### [Source data]
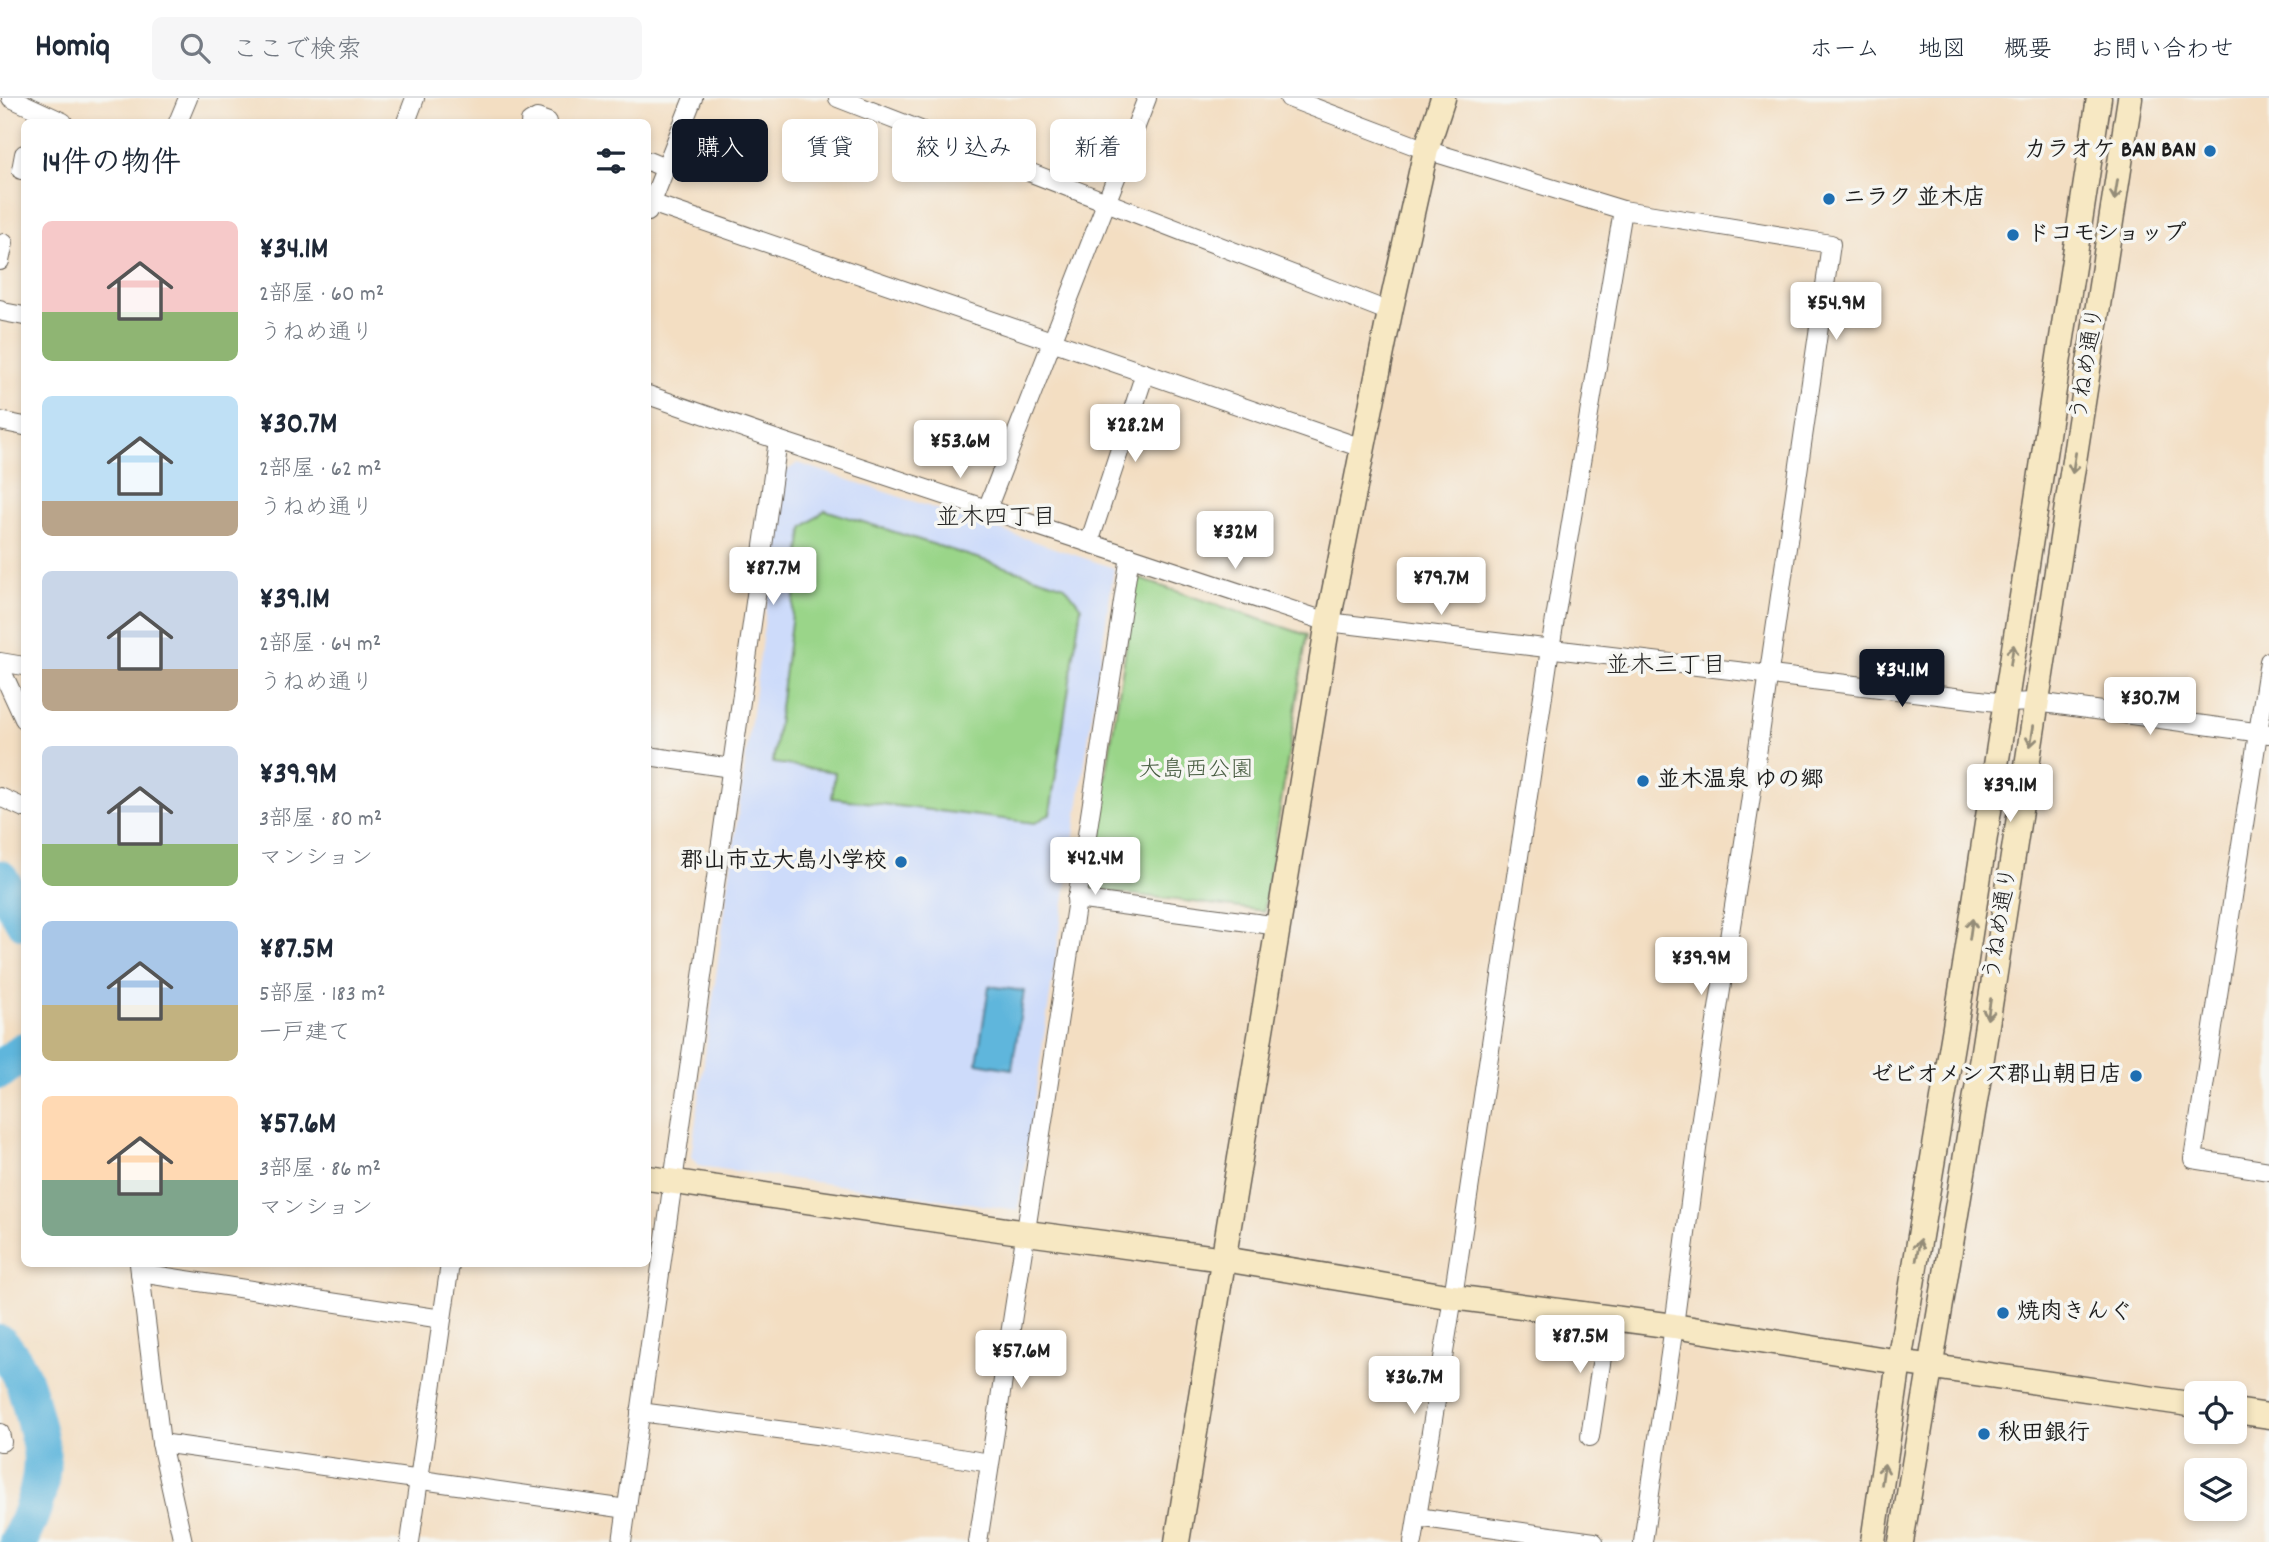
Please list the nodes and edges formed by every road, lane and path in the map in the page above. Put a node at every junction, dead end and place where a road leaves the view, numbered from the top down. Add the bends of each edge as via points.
1 (11, 98) edge
2 (188, 98) edge
3 (415, 98) edge
4 (693, 98) edge
5 (838, 98) edge
6 (1147, 98) edge
7 (1289, 98) edge
8 (1443, 98) edge
9 (2099, 98) edge
10 (2130, 98) edge
11 (32, 116) edge
12 (179, 119) edge
13 (407, 119) edge
14 (1426, 150) junction
15 (651, 162) edge
16 (665, 168) junction
17 (651, 202) edge
18 (1107, 202) junction
19 (651, 208) edge
20 (1623, 210) junction
21 (4, 243) dead end
22 (0, 261) edge
23 (0, 309) edge
24 (1391, 312) junction
25 (21, 315) edge
26 (1051, 341) junction
27 (1145, 373) junction
28 (651, 396) edge
29 (0, 421) edge
30 (21, 425) edge
31 (778, 440) junction
32 (1362, 448) junction
33 (987, 509) junction
34 (1089, 543) junction
35 (1130, 556) junction
36 (1328, 622) junction
37 (1550, 649) junction
38 (2269, 661) edge
39 (0, 665) edge
40 (21, 666) edge
41 (1769, 674) junction
42 (2037, 702) junction
43 (2005, 703) junction
44 (21, 712) edge
45 (2263, 734) edge
46 (651, 756) edge
47 (731, 768) junction
48 (0, 797) edge
49 (21, 807) edge
50 (1076, 899) junction
51 (1279, 926) junction
52 (2269, 1171) edge
53 (651, 1178) edge
54 (674, 1182) junction
55 (1027, 1233) junction
56 (1224, 1259) junction
57 (450, 1267) edge
58 (140, 1268) edge
59 (1453, 1297) junction
60 (1608, 1317) junction
61 (442, 1319) junction
62 (1674, 1326) junction
63 (1899, 1362) junction
64 (1929, 1365) junction
65 (2184, 1403) edge
66 (640, 1412) junction
67 (2247, 1412) edge
68 (2269, 1416) edge
69 (0, 1433) edge
70 (1590, 1437) dead end
71 (0, 1442) edge
72 (161, 1443) junction
73 (990, 1463) junction
74 (420, 1480) junction
75 (626, 1509) junction
76 (1417, 1517) junction
77 (183, 1542) edge
78 (411, 1542) edge
79 (622, 1542) edge
80 (978, 1542) edge
81 (1177, 1542) edge
82 (1413, 1542) edge
83 (1594, 1542) edge
84 (1643, 1542) edge
85 (1873, 1542) edge
86 (1901, 1542) edge

1 - 11 street
2 - 12 street
3 - 13 street
4 - 16 street
5 - 18 street
6 - 18 street
7 - 14 street
8 - 14 street
43 -> 9 street, うねめ通り
10 -> 42 street, うねめ通り
14 - 20 street
14 - 24 street
15 - 16 street
16 - 17 street
18 - 24 street
18 - 26 street
19 - 26 street
20 - 37 street
20 - 41 street via 1831,244
21 - 22 street
23 - 25 street
24 - 32 street
26 - 27 street
26 - 33 street
27 - 32 street
27 - 34 street
28 - 31 street
29 - 30 street
31 - 33 street
31 - 47 street
32 - 36 street
33 - 34 street
34 - 35 street
35 - 36 street
35 - 50 street
36 - 37 street
36 - 51 street
37 - 41 street
37 - 59 street
38 - 45 street
39 - 40 street
39 - 44 street
41 - 43 street
41 - 62 street
42 - 43 street
42 - 45 street
42 -> 64 street, うねめ通り
63 -> 43 street, うねめ通り
45 - 52 street via 2193,1159
46 - 47 street
47 - 54 street
48 - 49 street
50 - 51 street
50 - 55 street
51 - 56 street
53 - 54 street
54 - 55 street
54 - 66 street
55 - 56 street
55 - 73 street
56 - 59 street
56 - 81 street
57 - 61 street
58 - 61 street
58 - 72 street
59 - 60 street
59 - 76 street
60 - 62 street
60 - 70 street
61 - 74 street
62 - 63 street
62 - 84 street
63 - 64 street
85 -> 63 street, うねめ通り
64 - 65 street
64 - 86 street, うねめ通り
66 - 73 street
66 - 75 street
67 - 68 street
69 - 71 street
72 - 74 street
72 - 77 street
73 - 80 street
74 - 75 street
74 - 78 street
75 - 79 street
76 - 82 street
76 - 83 street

### [Aim of the exercise]
Give all the lines above again, character for character, without pictures.

### [Answer space]
Please list the nodes and edges formed by every road, lane and path in the map in the page above. Put a node at every junction, dead end and place where a road leaves the view, numbered from the top down. Add the bends of each edge as via points.
1 (11, 98) edge
2 (188, 98) edge
3 (415, 98) edge
4 (693, 98) edge
5 (838, 98) edge
6 (1147, 98) edge
7 (1289, 98) edge
8 (1443, 98) edge
9 (2099, 98) edge
10 (2130, 98) edge
11 (32, 116) edge
12 (179, 119) edge
13 (407, 119) edge
14 (1426, 150) junction
15 (651, 162) edge
16 (665, 168) junction
17 (651, 202) edge
18 (1107, 202) junction
19 (651, 208) edge
20 (1623, 210) junction
21 (4, 243) dead end
22 (0, 261) edge
23 (0, 309) edge
24 (1391, 312) junction
25 (21, 315) edge
26 (1051, 341) junction
27 (1145, 373) junction
28 (651, 396) edge
29 (0, 421) edge
30 (21, 425) edge
31 (778, 440) junction
32 (1362, 448) junction
33 (987, 509) junction
34 (1089, 543) junction
35 (1130, 556) junction
36 (1328, 622) junction
37 (1550, 649) junction
38 (2269, 661) edge
39 (0, 665) edge
40 (21, 666) edge
41 (1769, 674) junction
42 (2037, 702) junction
43 (2005, 703) junction
44 (21, 712) edge
45 (2263, 734) edge
46 (651, 756) edge
47 (731, 768) junction
48 (0, 797) edge
49 (21, 807) edge
50 (1076, 899) junction
51 (1279, 926) junction
52 (2269, 1171) edge
53 (651, 1178) edge
54 (674, 1182) junction
55 (1027, 1233) junction
56 (1224, 1259) junction
57 (450, 1267) edge
58 (140, 1268) edge
59 (1453, 1297) junction
60 (1608, 1317) junction
61 (442, 1319) junction
62 (1674, 1326) junction
63 (1899, 1362) junction
64 (1929, 1365) junction
65 (2184, 1403) edge
66 (640, 1412) junction
67 (2247, 1412) edge
68 (2269, 1416) edge
69 (0, 1433) edge
70 (1590, 1437) dead end
71 (0, 1442) edge
72 (161, 1443) junction
73 (990, 1463) junction
74 (420, 1480) junction
75 (626, 1509) junction
76 (1417, 1517) junction
77 (183, 1542) edge
78 (411, 1542) edge
79 (622, 1542) edge
80 (978, 1542) edge
81 (1177, 1542) edge
82 (1413, 1542) edge
83 (1594, 1542) edge
84 (1643, 1542) edge
85 (1873, 1542) edge
86 (1901, 1542) edge

1 - 11 street
2 - 12 street
3 - 13 street
4 - 16 street
5 - 18 street
6 - 18 street
7 - 14 street
8 - 14 street
43 -> 9 street, うねめ通り
10 -> 42 street, うねめ通り
14 - 20 street
14 - 24 street
15 - 16 street
16 - 17 street
18 - 24 street
18 - 26 street
19 - 26 street
20 - 37 street
20 - 41 street via 1831,244
21 - 22 street
23 - 25 street
24 - 32 street
26 - 27 street
26 - 33 street
27 - 32 street
27 - 34 street
28 - 31 street
29 - 30 street
31 - 33 street
31 - 47 street
32 - 36 street
33 - 34 street
34 - 35 street
35 - 36 street
35 - 50 street
36 - 37 street
36 - 51 street
37 - 41 street
37 - 59 street
38 - 45 street
39 - 40 street
39 - 44 street
41 - 43 street
41 - 62 street
42 - 43 street
42 - 45 street
42 -> 64 street, うねめ通り
63 -> 43 street, うねめ通り
45 - 52 street via 2193,1159
46 - 47 street
47 - 54 street
48 - 49 street
50 - 51 street
50 - 55 street
51 - 56 street
53 - 54 street
54 - 55 street
54 - 66 street
55 - 56 street
55 - 73 street
56 - 59 street
56 - 81 street
57 - 61 street
58 - 61 street
58 - 72 street
59 - 60 street
59 - 76 street
60 - 62 street
60 - 70 street
61 - 74 street
62 - 63 street
62 - 84 street
63 - 64 street
85 -> 63 street, うねめ通り
64 - 65 street
64 - 86 street, うねめ通り
66 - 73 street
66 - 75 street
67 - 68 street
69 - 71 street
72 - 74 street
72 - 77 street
73 - 80 street
74 - 75 street
74 - 78 street
75 - 79 street
76 - 82 street
76 - 83 street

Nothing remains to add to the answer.